━━━━━ Extracted material ━━━━━
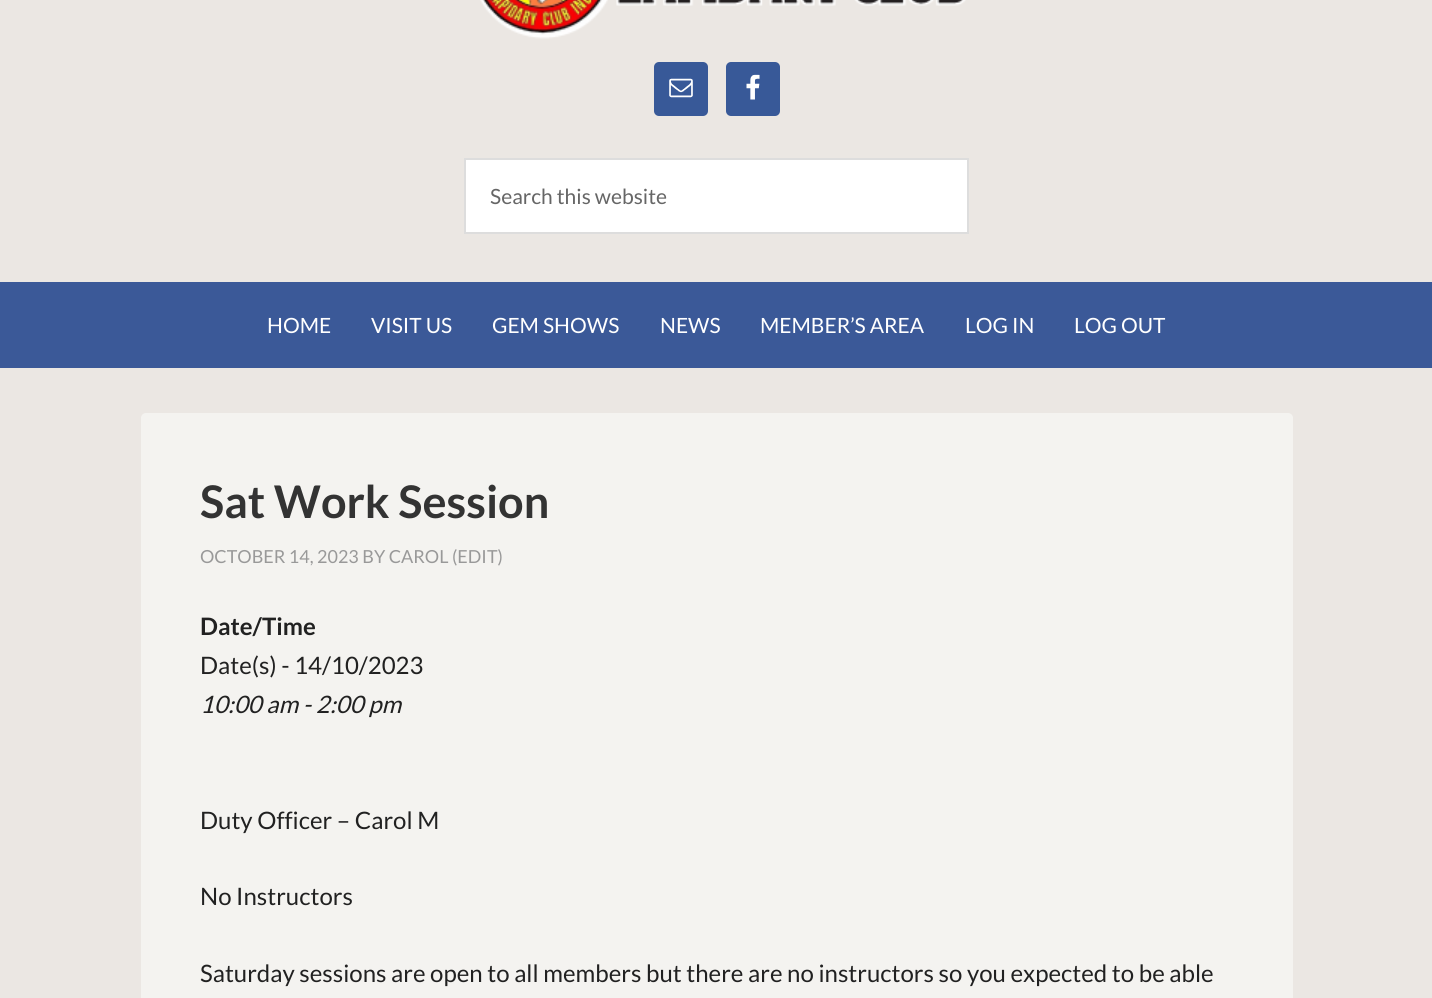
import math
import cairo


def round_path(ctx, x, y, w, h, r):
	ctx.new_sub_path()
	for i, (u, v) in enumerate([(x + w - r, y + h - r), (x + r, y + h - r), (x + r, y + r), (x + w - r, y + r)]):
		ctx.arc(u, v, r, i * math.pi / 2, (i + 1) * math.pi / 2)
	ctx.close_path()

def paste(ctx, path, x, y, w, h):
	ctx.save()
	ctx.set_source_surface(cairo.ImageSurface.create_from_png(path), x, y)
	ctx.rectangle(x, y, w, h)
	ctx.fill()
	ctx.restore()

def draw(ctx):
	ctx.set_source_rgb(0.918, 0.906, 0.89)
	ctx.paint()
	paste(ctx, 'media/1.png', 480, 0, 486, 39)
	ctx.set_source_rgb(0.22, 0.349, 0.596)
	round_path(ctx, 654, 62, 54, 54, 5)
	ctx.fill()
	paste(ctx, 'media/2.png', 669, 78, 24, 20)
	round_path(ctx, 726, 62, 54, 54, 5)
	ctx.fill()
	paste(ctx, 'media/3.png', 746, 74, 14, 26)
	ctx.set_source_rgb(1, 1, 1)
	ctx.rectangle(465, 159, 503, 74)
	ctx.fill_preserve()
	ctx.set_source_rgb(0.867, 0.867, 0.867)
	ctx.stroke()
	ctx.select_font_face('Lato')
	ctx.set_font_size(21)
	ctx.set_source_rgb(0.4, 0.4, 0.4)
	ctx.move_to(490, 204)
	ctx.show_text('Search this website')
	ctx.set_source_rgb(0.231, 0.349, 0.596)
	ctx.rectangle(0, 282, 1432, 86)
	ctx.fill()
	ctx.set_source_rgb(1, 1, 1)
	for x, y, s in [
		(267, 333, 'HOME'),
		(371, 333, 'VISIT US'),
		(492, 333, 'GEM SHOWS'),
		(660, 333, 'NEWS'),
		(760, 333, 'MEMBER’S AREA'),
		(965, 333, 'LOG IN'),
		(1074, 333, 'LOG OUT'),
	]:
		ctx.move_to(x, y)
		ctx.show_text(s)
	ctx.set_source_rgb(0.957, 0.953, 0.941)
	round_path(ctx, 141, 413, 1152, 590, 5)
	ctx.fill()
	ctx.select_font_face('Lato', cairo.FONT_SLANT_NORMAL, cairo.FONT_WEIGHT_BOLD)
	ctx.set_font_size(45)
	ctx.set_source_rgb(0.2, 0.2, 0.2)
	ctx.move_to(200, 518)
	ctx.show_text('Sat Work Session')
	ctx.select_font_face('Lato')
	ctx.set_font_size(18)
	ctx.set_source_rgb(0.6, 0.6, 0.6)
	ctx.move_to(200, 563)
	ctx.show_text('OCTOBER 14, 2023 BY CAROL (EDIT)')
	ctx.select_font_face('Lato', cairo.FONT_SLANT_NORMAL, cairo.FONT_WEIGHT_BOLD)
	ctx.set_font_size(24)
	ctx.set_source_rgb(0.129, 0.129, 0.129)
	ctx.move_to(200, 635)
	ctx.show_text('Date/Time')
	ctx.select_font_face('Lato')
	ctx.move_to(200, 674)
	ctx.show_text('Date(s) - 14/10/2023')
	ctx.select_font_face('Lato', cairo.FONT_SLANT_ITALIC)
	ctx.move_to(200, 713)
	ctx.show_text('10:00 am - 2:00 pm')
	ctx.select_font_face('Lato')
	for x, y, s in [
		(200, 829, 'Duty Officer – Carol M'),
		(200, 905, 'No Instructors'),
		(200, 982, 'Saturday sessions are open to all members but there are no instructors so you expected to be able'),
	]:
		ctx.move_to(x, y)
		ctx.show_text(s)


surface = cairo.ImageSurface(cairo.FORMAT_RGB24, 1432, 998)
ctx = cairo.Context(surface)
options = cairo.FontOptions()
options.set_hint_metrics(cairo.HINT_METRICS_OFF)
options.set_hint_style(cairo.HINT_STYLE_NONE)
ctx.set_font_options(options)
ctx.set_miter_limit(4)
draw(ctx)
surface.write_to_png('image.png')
━━━━━
• _Activity_: Could you find each line in the entries that contains the string "math" and copy it?

• _Your response_:
import math
		ctx.arc(u, v, r, i * math.pi / 2, (i + 1) * math.pi / 2)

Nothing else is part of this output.